The case of Aseem Trivedi is a lot simpler. His cartoons are generic sarcastic attacks on politicians, for which reason I find them a shade simplistic. Then again he doesn't work for me, so who am I to approve or not! He works for himself and for various publications and for organisations such as Cartoonists Against Corruption. Under the Indian Constitution he has every right to say what he has been saying and draw what he's been drawing. There is nothing remotely seditious (or even offensive) about what he's drawn, unless it could be argued that making Indian politicians generically look bad is harmful to the country. I would dearly love to read the text of such an argument if it was ever made, and if I could stop laughing while reading it.

One example of Aseem's cartoons, which can still be found on his Facebook page, is about the award of an Oscar to the Indian Parliament, in the form of a "Lifetime Achievement Award for a hundred years of सजीव अभिनय " (which I believe translates as "play-acting"). The cartoons that seem to have led to his arrest (as of now, they are easily found on the web) are a little more blunt. One shows the national emblem of India with the three lions replaced by wolves, their fangs dripping blood, and the motto सत्यमेव जयते (the truth alone triumphs) by भ्रष्टमेव जयते (corruption alone triumphs). Another depicts the "gang rape of Mother India" with a politician and a bureaucrat holding her and saying "come on... hurry up..." while a devil figure labelled "Corruption" prepares for the assault. Mother India is fully clothed so there is no case of obscenity in the very literal Indian (i.e. Victorian) sense of nudity. She is also looking extremely angry. All in all there is no insult to the country, even someone with the most distorted literalist mindset can see that.

I'm not quite sure how things are supposed to go now. It's certain that any Indian court above a certain level will let him off and pass strictures against the government, the police and the magistrate who put him behind bars. By that time he will have spent some days in jail and the purpose of this abusive action by the authorities will have been served: to frighten off anyone else who dares to lampoon politicians. My concern is that this sets the bar for what is permissible (to the police/government) very very very low. The three "very" 's are intentional. Some day we supporters of freedom of expression may have to address a case where a very hard-hitting, explicit or even repulsive drawing needs to be defended under the Constitution of India. If Aseem's mild, harmless work is the benchmark then there is no hope.
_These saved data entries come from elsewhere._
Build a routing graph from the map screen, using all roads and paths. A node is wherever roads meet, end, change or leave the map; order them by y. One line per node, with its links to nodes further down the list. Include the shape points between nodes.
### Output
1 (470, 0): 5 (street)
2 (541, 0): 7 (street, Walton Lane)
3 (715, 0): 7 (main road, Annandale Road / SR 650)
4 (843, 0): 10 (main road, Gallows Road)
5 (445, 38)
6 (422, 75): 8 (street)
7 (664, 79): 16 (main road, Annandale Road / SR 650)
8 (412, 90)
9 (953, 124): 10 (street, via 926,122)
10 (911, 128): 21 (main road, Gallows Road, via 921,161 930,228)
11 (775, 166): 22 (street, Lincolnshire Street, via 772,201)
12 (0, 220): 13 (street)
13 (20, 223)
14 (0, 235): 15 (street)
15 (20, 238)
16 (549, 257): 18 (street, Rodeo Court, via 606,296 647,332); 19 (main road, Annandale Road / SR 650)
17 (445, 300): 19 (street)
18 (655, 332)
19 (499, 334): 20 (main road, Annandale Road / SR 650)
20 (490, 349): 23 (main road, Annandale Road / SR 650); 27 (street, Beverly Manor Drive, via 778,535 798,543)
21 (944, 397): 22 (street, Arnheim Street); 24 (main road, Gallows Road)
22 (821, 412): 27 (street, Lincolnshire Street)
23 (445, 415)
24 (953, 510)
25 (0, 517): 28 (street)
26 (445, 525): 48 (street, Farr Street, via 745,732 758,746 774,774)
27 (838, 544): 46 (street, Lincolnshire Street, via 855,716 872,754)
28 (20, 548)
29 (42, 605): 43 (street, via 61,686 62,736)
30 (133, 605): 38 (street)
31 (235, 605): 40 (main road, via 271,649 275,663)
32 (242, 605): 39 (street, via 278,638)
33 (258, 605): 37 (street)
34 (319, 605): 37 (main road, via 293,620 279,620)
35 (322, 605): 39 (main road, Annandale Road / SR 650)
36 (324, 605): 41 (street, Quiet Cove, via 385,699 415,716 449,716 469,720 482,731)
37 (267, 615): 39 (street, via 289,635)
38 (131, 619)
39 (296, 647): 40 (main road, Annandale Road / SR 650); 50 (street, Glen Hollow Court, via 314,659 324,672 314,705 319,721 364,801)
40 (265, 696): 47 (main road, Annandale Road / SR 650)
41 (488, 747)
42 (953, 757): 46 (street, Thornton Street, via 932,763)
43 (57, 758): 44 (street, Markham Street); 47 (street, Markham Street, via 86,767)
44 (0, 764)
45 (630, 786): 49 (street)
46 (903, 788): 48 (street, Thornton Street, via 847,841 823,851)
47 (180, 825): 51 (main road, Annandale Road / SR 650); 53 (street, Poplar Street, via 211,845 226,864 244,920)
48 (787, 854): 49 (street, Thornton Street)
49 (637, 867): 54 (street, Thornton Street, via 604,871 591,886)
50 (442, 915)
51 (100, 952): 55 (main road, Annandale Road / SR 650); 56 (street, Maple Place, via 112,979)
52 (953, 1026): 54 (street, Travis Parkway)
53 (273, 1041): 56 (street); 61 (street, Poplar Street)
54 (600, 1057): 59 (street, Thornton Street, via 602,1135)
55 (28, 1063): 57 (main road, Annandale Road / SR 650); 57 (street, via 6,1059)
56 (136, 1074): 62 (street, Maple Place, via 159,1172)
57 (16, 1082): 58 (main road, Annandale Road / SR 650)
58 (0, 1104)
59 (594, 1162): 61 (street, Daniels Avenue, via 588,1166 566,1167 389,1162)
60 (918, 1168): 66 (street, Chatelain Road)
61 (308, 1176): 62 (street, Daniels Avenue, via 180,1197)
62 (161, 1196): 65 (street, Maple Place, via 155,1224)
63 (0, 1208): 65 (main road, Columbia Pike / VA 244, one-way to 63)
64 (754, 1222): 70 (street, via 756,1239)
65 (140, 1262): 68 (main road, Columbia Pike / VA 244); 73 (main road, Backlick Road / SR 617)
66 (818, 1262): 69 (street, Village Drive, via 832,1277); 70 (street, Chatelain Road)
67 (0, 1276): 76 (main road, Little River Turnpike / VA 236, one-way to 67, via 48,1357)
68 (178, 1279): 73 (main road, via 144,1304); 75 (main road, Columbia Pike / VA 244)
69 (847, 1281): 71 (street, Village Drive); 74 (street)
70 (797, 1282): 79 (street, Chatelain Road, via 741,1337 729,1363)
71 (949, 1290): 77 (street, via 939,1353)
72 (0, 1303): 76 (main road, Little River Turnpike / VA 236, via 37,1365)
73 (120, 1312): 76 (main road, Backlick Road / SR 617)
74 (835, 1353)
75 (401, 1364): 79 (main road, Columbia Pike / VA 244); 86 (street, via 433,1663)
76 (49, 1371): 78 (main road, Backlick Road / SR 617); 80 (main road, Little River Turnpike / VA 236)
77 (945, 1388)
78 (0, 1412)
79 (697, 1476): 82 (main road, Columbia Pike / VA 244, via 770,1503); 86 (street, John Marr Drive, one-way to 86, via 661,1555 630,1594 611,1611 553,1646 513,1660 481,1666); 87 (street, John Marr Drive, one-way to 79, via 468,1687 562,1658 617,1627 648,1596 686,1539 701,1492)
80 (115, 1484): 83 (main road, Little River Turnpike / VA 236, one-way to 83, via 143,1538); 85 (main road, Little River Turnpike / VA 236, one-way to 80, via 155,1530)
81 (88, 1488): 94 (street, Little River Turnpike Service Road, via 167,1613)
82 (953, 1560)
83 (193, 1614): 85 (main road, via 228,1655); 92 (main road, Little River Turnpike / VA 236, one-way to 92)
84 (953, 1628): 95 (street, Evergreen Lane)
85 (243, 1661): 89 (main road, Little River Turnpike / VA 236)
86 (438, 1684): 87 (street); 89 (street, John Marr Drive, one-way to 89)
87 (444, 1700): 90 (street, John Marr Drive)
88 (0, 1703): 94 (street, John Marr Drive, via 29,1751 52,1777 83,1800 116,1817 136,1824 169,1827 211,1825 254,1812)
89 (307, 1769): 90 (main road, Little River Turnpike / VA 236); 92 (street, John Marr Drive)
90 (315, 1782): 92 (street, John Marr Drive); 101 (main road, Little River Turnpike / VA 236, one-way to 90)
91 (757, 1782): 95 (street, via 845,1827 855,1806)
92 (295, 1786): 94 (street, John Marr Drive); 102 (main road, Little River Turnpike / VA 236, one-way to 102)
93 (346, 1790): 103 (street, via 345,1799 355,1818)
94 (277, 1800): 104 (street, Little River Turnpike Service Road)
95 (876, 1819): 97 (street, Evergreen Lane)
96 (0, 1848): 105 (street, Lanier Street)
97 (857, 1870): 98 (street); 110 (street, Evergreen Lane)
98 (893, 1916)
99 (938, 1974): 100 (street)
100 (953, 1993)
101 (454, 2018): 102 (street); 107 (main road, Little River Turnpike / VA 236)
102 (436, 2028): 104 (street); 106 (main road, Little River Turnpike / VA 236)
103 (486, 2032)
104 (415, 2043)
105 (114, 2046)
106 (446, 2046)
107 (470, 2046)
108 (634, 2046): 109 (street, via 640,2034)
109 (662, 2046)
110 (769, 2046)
A final thought: could I also be subjected to a one-week free stay at government expense, just for blogging about this case and linking to relevant material including Aseem's Facebook page? Could you go behind bars for following my links? It's worth thinking about.
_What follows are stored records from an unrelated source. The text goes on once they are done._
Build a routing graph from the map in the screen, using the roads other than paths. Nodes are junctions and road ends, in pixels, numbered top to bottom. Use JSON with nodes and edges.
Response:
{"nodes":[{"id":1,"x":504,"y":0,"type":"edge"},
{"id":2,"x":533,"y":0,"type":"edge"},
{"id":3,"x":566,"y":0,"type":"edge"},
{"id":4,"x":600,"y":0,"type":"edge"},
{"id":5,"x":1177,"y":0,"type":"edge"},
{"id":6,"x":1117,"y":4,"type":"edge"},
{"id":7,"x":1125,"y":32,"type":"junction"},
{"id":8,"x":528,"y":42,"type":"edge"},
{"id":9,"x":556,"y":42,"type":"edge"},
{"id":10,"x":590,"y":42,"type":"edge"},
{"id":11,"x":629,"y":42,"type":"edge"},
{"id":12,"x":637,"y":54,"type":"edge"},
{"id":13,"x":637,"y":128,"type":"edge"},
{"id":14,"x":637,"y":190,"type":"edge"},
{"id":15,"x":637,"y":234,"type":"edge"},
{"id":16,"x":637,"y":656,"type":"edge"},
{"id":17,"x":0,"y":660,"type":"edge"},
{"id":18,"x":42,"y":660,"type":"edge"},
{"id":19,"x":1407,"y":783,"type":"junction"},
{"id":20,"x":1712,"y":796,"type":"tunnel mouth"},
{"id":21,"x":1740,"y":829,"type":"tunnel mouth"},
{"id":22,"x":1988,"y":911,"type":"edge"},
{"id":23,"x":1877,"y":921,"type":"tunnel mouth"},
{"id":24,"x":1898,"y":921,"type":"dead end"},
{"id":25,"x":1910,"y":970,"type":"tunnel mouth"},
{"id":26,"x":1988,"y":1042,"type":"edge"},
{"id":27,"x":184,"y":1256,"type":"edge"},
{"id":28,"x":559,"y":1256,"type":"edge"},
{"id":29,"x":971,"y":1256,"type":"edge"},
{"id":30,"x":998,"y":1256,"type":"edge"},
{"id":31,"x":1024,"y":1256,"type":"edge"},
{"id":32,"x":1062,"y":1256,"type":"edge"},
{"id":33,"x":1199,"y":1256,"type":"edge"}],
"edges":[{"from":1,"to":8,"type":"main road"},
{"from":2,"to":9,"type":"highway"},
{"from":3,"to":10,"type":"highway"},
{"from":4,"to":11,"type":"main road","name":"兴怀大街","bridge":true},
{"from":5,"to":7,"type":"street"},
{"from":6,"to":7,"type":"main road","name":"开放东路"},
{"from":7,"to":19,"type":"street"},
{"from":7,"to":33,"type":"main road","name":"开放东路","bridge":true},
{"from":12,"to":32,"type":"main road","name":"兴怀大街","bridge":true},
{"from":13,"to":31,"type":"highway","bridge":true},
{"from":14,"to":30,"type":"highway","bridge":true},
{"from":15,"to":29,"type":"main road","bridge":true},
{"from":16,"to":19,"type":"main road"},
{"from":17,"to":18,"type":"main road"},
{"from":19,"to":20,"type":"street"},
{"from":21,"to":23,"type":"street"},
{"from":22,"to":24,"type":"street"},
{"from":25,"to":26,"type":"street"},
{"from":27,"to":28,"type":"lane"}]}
Thursday, September 6, 2012

Little dictators and academia

Today is the 36th death anniversary of my father and, as I've done before, I'd like to write down some thoughts inspired by him. One thing I learned from him (and also from my mother) was to admire ideas, objects and achievements, but not to overly admire individuals. They both saw individuals, very correctly, as mere instruments in the making of these ideas, objects and achievements. A logical corollary is that both were spiritual people but didn't find it important to bring God into the picture.

In this view, one admires General Relativity rather than Einstein, Rashtrapati Bhavan rather than Lutyens, Gitanjali rather than Tagore. I don't for a moment pretend that my parents were entirely free of admiration towards people, but it was not a fetish for them. In the same way, I've deeply admired the musician Pandit Kumar Gandharva for several decades but my admiration has always been focused more on his works (of which I have an enormous collection) than on himself. And recently I surprised myself by writing on someone's Facebook page that I was tired of hearing stories about Richard Feynman, for whose science I have of course the deepest respect.

In India, at least among the middle class, this approach is uncommon to say the least. For some reason we Indians fawn on people and spend all our time elevating them to absurd heights. Sooner or later they fall from these heights and then we want to trample them in the dirt. It is an anger born from disappointed admiration. This explains, for me, our absurd relationship with politicians. Bring a politician in front of middle-class Indians and they will grovel at his feet. And yet, in private the same people will profess complete contempt for all politicians and for politics itself. Their contempt is the flip side of admiration, and the deeper the admiration, the louder the contempt. This helps me understand why we keep paradoxically voting for the same people and then (but only in private) showering abuse on them.

Despite everything I've said, I did learn from my father that there are a few people worth admiring, and these are people with a wide and well-integrated range of admirable qualities. I also learned that there is one class of person never to be admired: the larger-than-life dictator figure. In our family we all considered fascism to be a total abomination because it went against principles of natural justice, which we greatly respected. Importantly, we understood that the fascist impulse is not confined to the political world. For every globally powerful figure like Hitler or Mussolini, there are thousands of little dictators whom one encounters in one's life: people who are all-powerful within an organisation, a social grouping, a family, an academic institution. And around each such dictator there are dozens or hundreds of fawning admirers for whom the dictator can do no wrong.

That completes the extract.